===== ENTRIES SUPPLIED

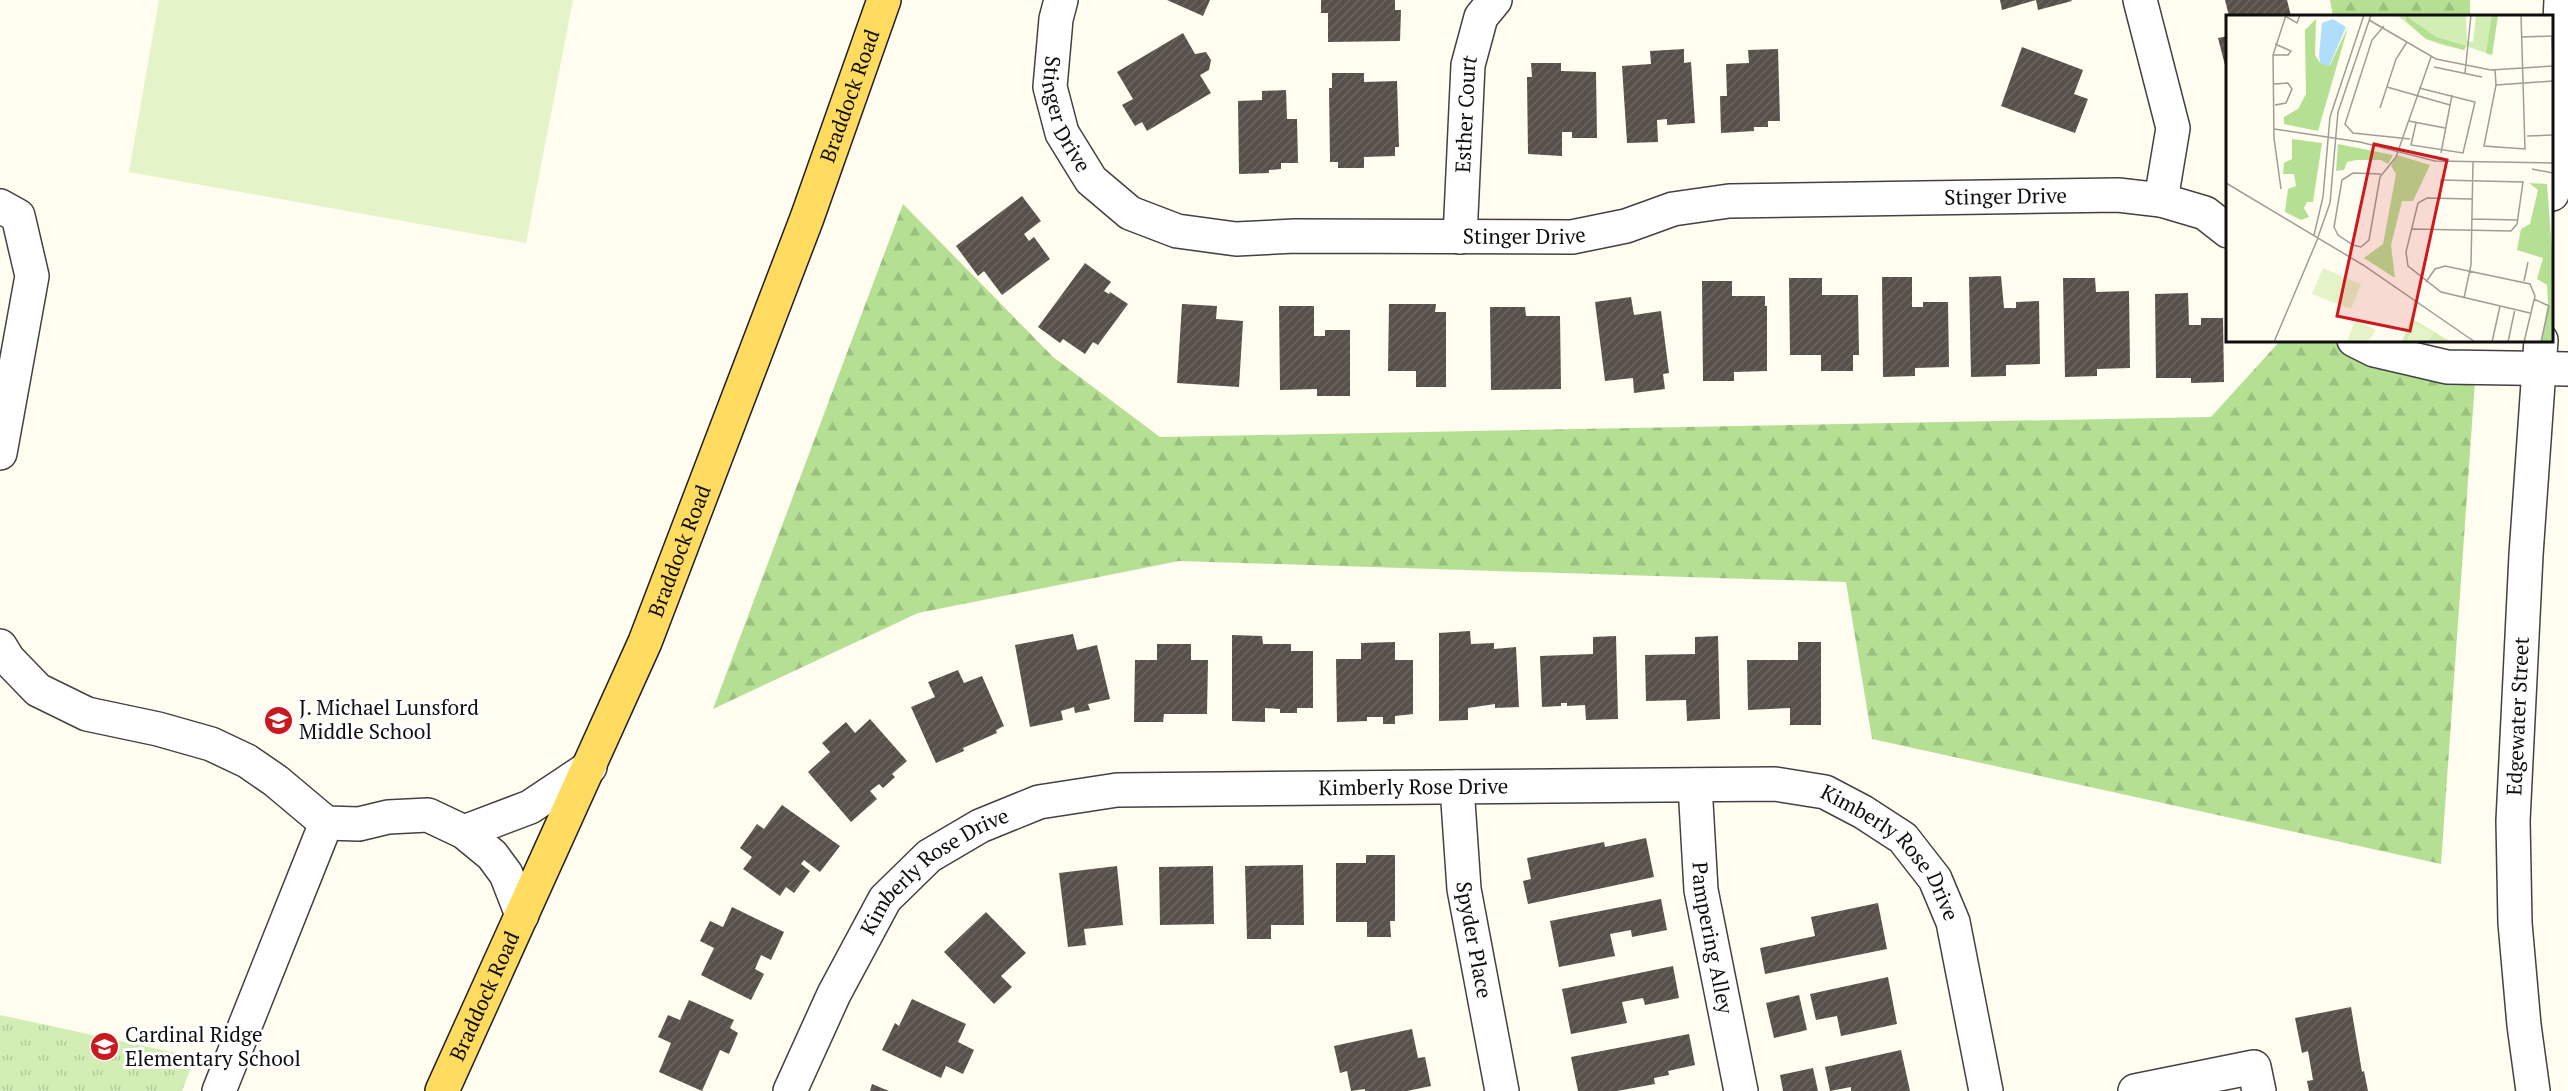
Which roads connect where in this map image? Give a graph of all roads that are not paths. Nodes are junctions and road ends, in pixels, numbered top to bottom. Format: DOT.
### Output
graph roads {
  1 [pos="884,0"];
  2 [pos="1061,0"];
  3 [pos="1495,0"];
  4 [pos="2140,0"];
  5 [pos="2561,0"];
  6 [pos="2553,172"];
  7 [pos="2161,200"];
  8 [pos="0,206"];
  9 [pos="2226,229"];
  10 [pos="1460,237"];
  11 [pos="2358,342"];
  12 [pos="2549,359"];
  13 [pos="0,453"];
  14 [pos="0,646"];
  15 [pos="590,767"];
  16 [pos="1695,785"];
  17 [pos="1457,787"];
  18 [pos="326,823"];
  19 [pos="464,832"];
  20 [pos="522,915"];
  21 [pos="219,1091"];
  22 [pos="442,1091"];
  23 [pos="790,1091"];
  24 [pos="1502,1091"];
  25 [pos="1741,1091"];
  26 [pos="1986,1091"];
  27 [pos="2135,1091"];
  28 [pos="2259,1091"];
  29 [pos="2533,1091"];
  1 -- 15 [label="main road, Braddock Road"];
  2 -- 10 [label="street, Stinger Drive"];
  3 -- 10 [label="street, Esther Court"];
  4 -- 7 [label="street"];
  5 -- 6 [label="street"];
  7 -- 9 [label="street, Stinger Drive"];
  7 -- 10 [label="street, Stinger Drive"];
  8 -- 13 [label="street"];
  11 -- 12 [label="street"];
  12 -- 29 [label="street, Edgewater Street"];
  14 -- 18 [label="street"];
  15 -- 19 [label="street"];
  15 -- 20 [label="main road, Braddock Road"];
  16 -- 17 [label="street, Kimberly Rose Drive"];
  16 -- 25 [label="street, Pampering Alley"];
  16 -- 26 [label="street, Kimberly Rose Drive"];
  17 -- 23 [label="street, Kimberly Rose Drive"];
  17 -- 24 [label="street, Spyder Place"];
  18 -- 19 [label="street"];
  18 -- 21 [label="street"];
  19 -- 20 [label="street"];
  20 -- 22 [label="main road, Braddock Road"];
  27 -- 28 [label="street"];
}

==========

> TASK BRIEF: Could you return the lines in the entries above that contain "Stinger"?

> THE ANSWER:
  2 -- 10 [label="street, Stinger Drive"];
  7 -- 9 [label="street, Stinger Drive"];
  7 -- 10 [label="street, Stinger Drive"];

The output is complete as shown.